How to Negotiate Debt Settlement with Credit Card Companies

August 10, 2010 2 Comments »

The financial meltdown caused by the subprime mortgage crisis of 2007-2009 painted a vivid picture of the risks that can materialize when financial institutions advance credit for overpriced properties to unworthy applicants. The subprime mortgage crisis also brought to the fore decades’ long debt problems that have been simmering among many individuals and families in the US. The single largest source of personal and household debt has been the credit card. Credit card debt has not only been a source of stress and sleepless nights but has also been among the leading causes of bankruptcy in the US.

Needless to say, ending up in credit card debt is something that each person would rather not experience. However, if you do find yourself falling into credit card debt, negotiating a debt settlement is one of the first responses you should take. This isn’t to say debt settlement is easy (or even achievable). To be successful the negotiation process has to be a well thought out and systematic approach, preferably supplemented with any available leverage you possess. So how can you plan for the process of credit card debt settlement negotiation?

Know your debt balance

It is a somewhat shocking fact that many Americans in debt simply do not know the actual amount they owe to their credit card company(s) – and/or often unwittingly underestimate the amount. So the first thing you must do is obtain a current card statement. Wherever possible – get clarity or a breakdown of the outstanding amount from the credit card company. This will help you fully understand by how much you may have over shot your credit card limit. It will also provide you with an idea of what constitutes the over limit charges, late payment fees and interest. When you can clearly separate the different components of the outstanding balance, your in good place to begin negotiation. So to begin a negotiation you could, for instance, state your willingness to promptly pay the actual outstanding amount and then negotiate the reduction or elimination of the late payment fees and interest.

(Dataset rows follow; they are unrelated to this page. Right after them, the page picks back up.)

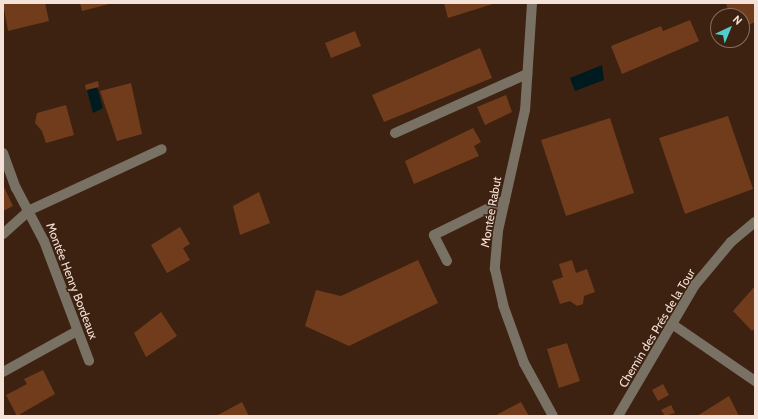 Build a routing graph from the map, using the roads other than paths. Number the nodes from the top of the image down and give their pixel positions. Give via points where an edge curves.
1 (532, 3) edge
2 (527, 74) junction
3 (395, 133) dead end
4 (162, 149) dead end
5 (3, 153) edge
6 (505, 200) junction
7 (30, 210) junction
8 (755, 222) edge
9 (3, 234) edge
10 (447, 262) dead end
11 (672, 324) junction
12 (77, 331) junction
13 (89, 361) dead end
14 (3, 372) edge
15 (755, 381) edge
16 (553, 416) edge
17 (618, 416) edge

1 - 2 street, Montée Rabut
2 - 3 street
2 - 6 street, Montée Rabut via 525,110
4 - 7 street
5 - 7 street, Montée Henry Bordeaux via 16,188
6 - 10 street via 434,235
6 - 16 street, Montée Rabut via 498,231 496,269 503,305 524,363
7 - 9 street
7 - 12 street, Montée Henry Bordeaux
8 - 11 street, Chemin des Prés de la Tour via 731,242 695,284
11 - 15 street
11 - 17 street, Chemin des Prés de la Tour
12 - 13 street, Montée Henry Bordeaux
12 - 14 street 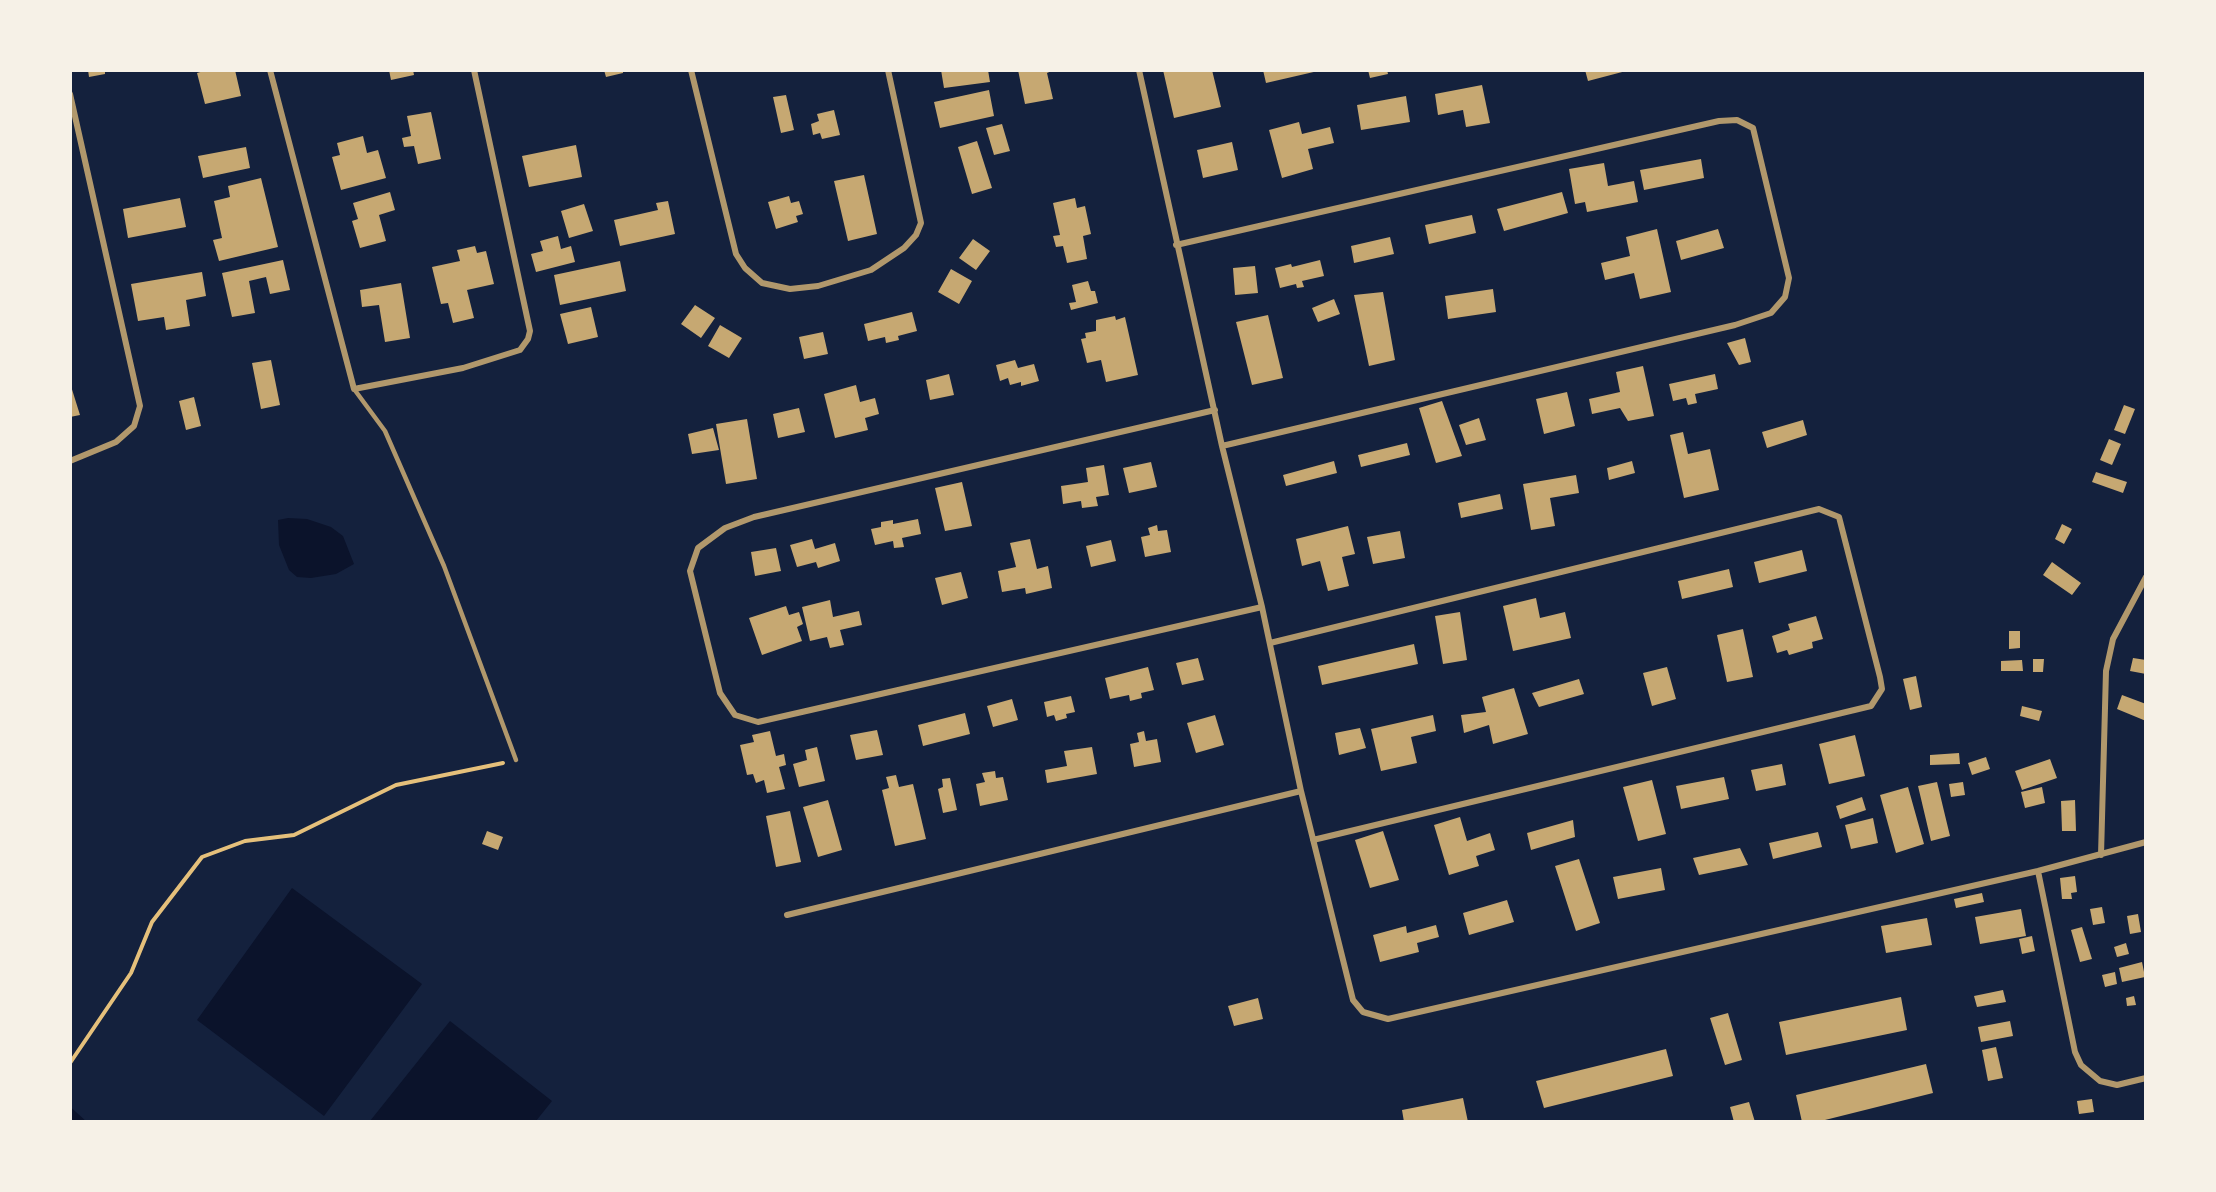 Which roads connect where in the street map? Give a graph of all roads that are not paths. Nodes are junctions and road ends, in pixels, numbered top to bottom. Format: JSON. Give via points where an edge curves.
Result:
{"nodes":[{"id":1,"x":270,"y":70,"type":"edge"},
{"id":2,"x":474,"y":70,"type":"edge"},
{"id":3,"x":691,"y":70,"type":"edge"},
{"id":4,"x":888,"y":70,"type":"edge"},
{"id":5,"x":1139,"y":70,"type":"edge"},
{"id":6,"x":70,"y":94,"type":"edge"},
{"id":7,"x":1176,"y":245,"type":"junction"},
{"id":8,"x":354,"y":389,"type":"junction"},
{"id":9,"x":1215,"y":410,"type":"junction"},
{"id":10,"x":1222,"y":446,"type":"junction"},
{"id":11,"x":70,"y":461,"type":"edge"},
{"id":12,"x":2145,"y":578,"type":"edge"},
{"id":13,"x":1263,"y":607,"type":"junction"},
{"id":14,"x":1270,"y":643,"type":"junction"},
{"id":15,"x":516,"y":760,"type":"road end"},
{"id":16,"x":1301,"y":791,"type":"junction"},
{"id":17,"x":1313,"y":840,"type":"junction"},
{"id":18,"x":2145,"y":842,"type":"edge"},
{"id":19,"x":2101,"y":855,"type":"junction"},
{"id":20,"x":2038,"y":871,"type":"junction"},
{"id":21,"x":787,"y":915,"type":"dead end"},
{"id":22,"x":2145,"y":1078,"type":"edge"}],
"edges":[{"from":1,"to":8,"type":"street"},
{"from":2,"to":8,"type":"street","via":[[530,331],[528,339],[520,350],[464,368]]},
{"from":3,"to":4,"type":"street","via":[[736,254],[762,283],[790,289],[818,286],[871,270],[916,235],[921,223]]},
{"from":5,"to":7,"type":"street"},
{"from":6,"to":11,"type":"street","via":[[140,406],[134,426],[116,442]]},
{"from":7,"to":9,"type":"street"},
{"from":7,"to":10,"type":"street","via":[[1737,120],[1753,128],[1789,279],[1785,297],[1771,313],[1735,325]]},
{"from":8,"to":15,"type":"lane","via":[[385,430],[444,566]]},
{"from":9,"to":10,"type":"street"},
{"from":9,"to":13,"type":"street","via":[[754,517],[725,528],[698,548],[690,571],[720,693],[735,715],[758,722]]},
{"from":10,"to":13,"type":"street"},
{"from":12,"to":19,"type":"street","via":[[2113,639],[2106,671]]},
{"from":13,"to":14,"type":"street"},
{"from":14,"to":16,"type":"street"},
{"from":14,"to":17,"type":"street","via":[[1819,508],[1839,517],[1880,677],[1882,689],[1871,706]]},
{"from":16,"to":17,"type":"street"},
{"from":16,"to":21,"type":"street"},
{"from":17,"to":20,"type":"street","via":[[1353,1000],[1363,1012],[1388,1019]]},
{"from":18,"to":19,"type":"street"},
{"from":19,"to":20,"type":"street"},
{"from":20,"to":22,"type":"street","via":[[2075,1052],[2081,1065],[2100,1081],[2117,1085]]}]} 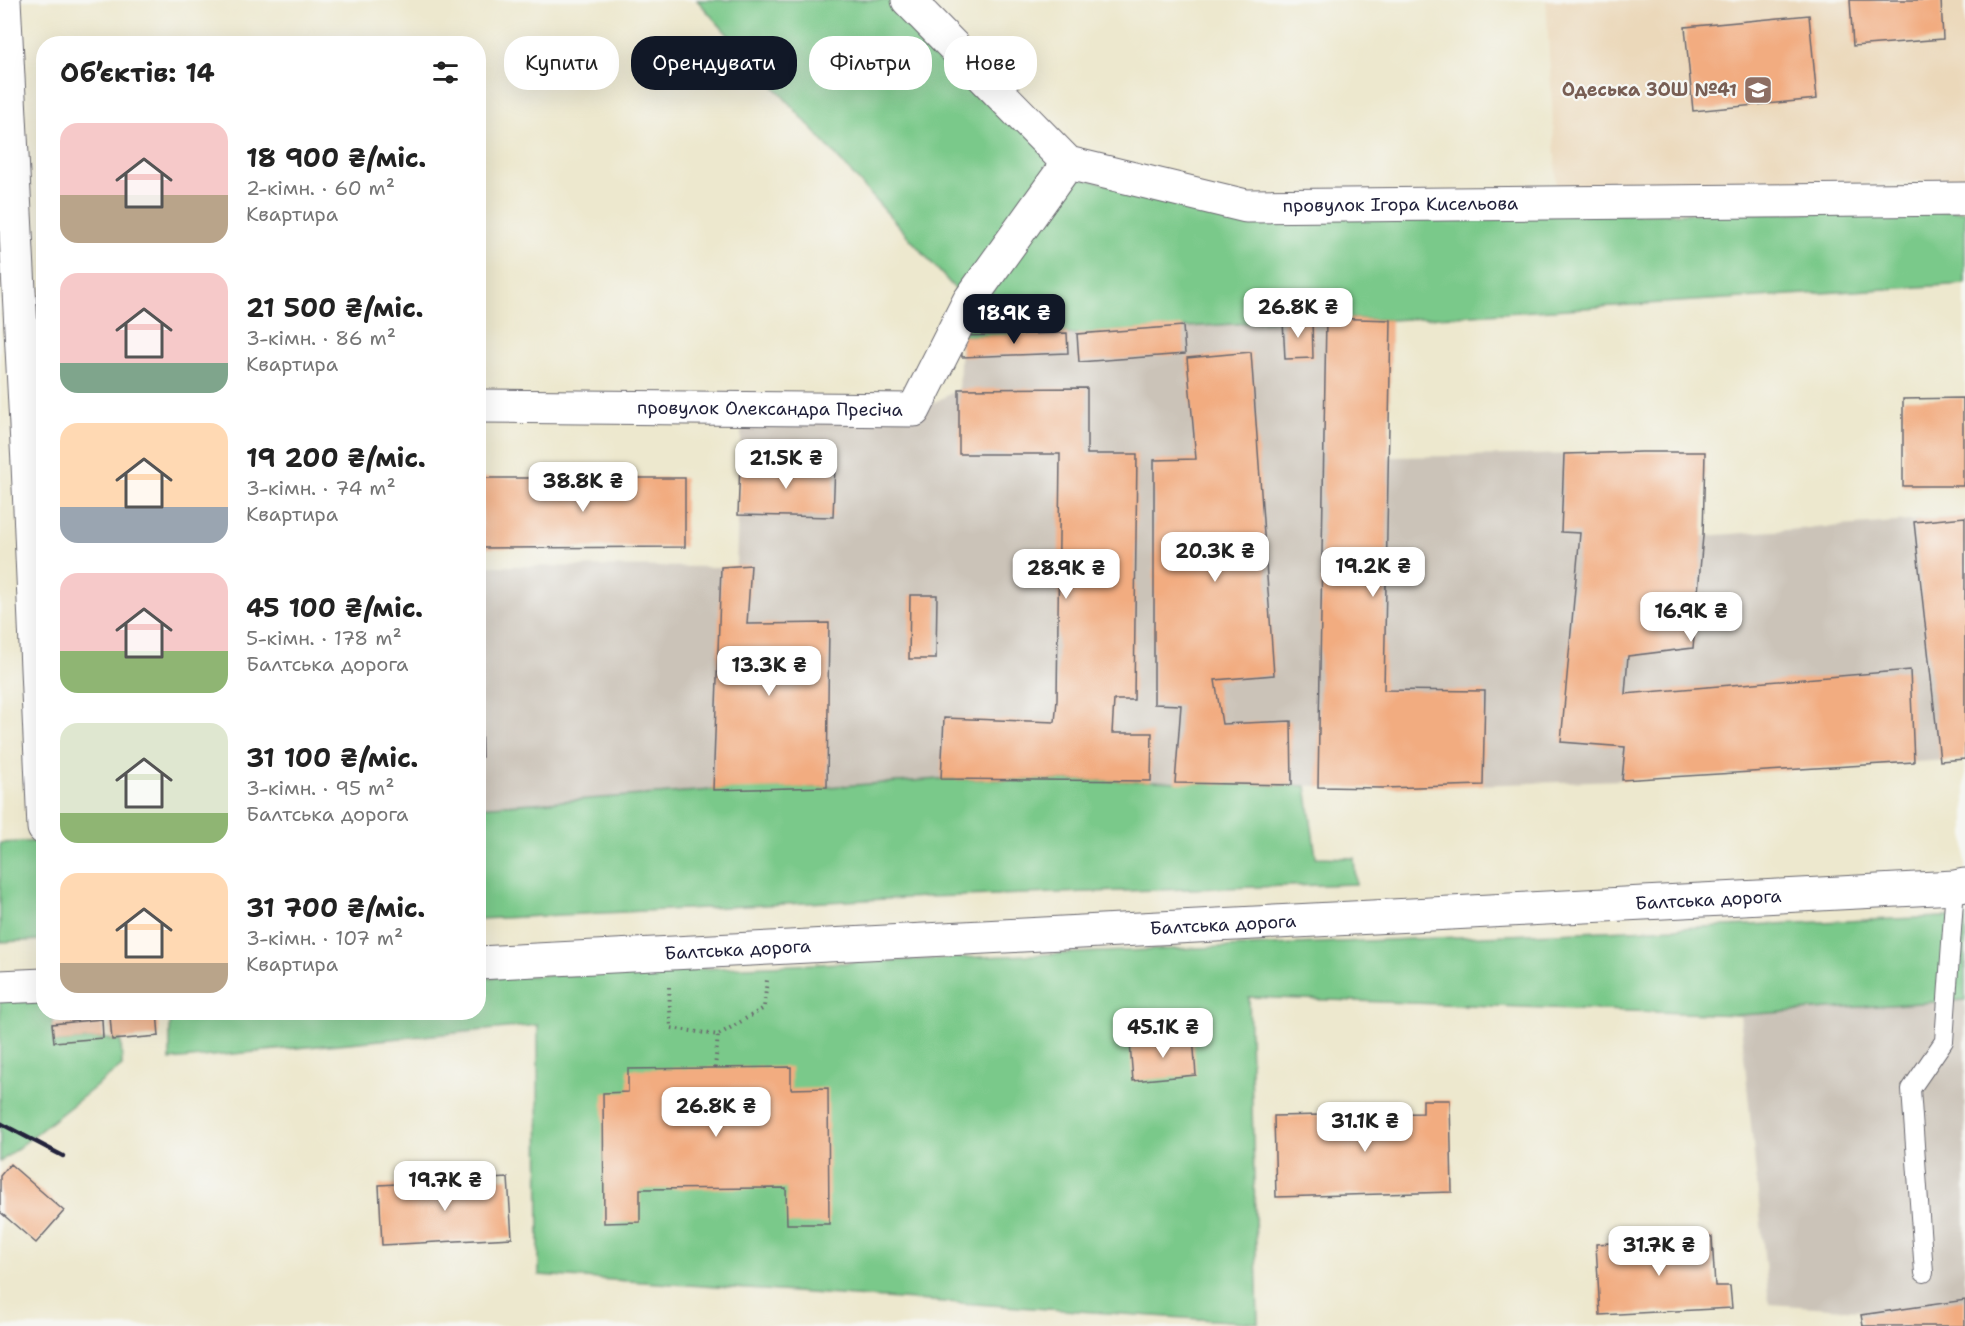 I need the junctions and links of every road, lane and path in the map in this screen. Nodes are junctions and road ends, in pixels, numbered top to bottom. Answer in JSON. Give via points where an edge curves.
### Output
{"nodes":[{"id":1,"x":4,"y":0,"type":"edge"},
{"id":2,"x":908,"y":0,"type":"edge"},
{"id":3,"x":1068,"y":163,"type":"junction"},
{"id":4,"x":1965,"y":199,"type":"edge"},
{"id":5,"x":486,"y":406,"type":"edge"},
{"id":6,"x":24,"y":464,"type":"edge"},
{"id":7,"x":36,"y":682,"type":"edge"},
{"id":8,"x":1960,"y":886,"type":"edge"},
{"id":9,"x":771,"y":948,"type":"junction"},
{"id":10,"x":668,"y":953,"type":"junction"},
{"id":11,"x":486,"y":963,"type":"edge"},
{"id":12,"x":36,"y":985,"type":"edge"},
{"id":13,"x":0,"y":987,"type":"edge"},
{"id":14,"x":718,"y":1035,"type":"junction"},
{"id":15,"x":715,"y":1068,"type":"dead end"},
{"id":16,"x":1924,"y":1273,"type":"dead end"}],
"edges":[{"from":1,"to":6,"type":"street"},
{"from":2,"to":3,"type":"street"},
{"from":3,"to":4,"type":"street","name":"провулок Ігора Кисельова","via":[[1246,206]]},
{"from":3,"to":5,"type":"street","name":"провулок Олександра Пресіча","via":[[969,301],[914,410]]},
{"from":6,"to":7,"type":"street"},
{"from":8,"to":9,"type":"street","name":"Балтська дорога"},
{"from":8,"to":16,"type":"lane","via":[[1944,1041],[1911,1089]]},
{"from":9,"to":10,"type":"street","name":"Балтська дорога"},
{"from":9,"to":14,"type":"path","via":[[764,1008]]},
{"from":10,"to":11,"type":"street","name":"Балтська дорога"},
{"from":10,"to":14,"type":"path","via":[[671,1028]]},
{"from":12,"to":13,"type":"street"},
{"from":14,"to":15,"type":"path"}]}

Inform your bank of financial difficulty

One of the biggest mistakes one can make once they fall into credit card debt is to evade credit card representatives by refusing to answer their calls. Getting in touch with the credit card companies representative must be one of the initial steps you take in jump starting the debt settlement negotiation. Take time to explain to them the financial changes that have taken place in your life that are preventing you from paying back the full debt and allow them to offer you solutions. Remember – the credit card company realizes that credit card debt is an unsecured loan and will usually have a set of potential solutions at hand for clients that run into personal financial difficulty.

Highlight the possibility of filing for bankruptcy

Simply put – credit card companies do not want their clients filing for bankruptcy because many forms of bankruptcy allow little opportunity for credit card companies to receive outstanding debt payments. The credit card company would rather have their client settle part of the debt than get nothing back at all. By mentioning your intention to file for bankruptcy, this puts you in a good position to negotiate a settlement and ushers in a bit of leverage. That said, make sure you communicate your intention in a way that does not come across as covert blackmail!

Offer to pay a lump sum amount

You must show your commitment to settling part of the debt. By offering to pay a lump sum, you give the credit card company confidence that you have no intentions of defaulting on payments in the future. The card company will likely be more willing to give you a lot more leeway in how you can settle the debt.

Workout other arrangement(s) with your bank

Among the biggest drivers of burgeoning credit card debt are late payment fees and over limit charges from maxing out your credit card limit. The credit card company may agree to temporarily freeze these charges in order to give you time to recover from your current financial constraints. The agreement may also include lowering of the interest rate levied on the outstanding balance. You may also negotiate for forbearance which means you hold off making any payments on your credit card debt for a specific duration (usually a few months) until you are able to clear the debt. The flip side is that the arrangement will usually be on condition of prohibiting you from further using your credit card. There may also be an impact on your credit ratings but this will depend on the type of information the credit card company chooses to relay to the credit rating bureaus.

Negotiate for all of the components of your debt

During negotiations, you should not forget that you not only want to settle your debt but also keep your credit rating at a decent standing for the future. Therefore, do not be afraid to request that the card company not include or report your late payment records to the credit reference bureaus. The inclusion of such data can set your credit rating back substantially and may make it difficult to get any significant credit in the foreseeable future.

Discourage the incorporation of collection agencies in the process

Once you have ironed out a workable agreement on the modalities for settling the outstanding debt, you should request the credit card company not to sell the debt to a collection agency. Collection agencies will often increase the fees and charges. The involvement of a collection agency will almost certainly see a negative notation make its way to your credit data thus drastically affecting your credit score.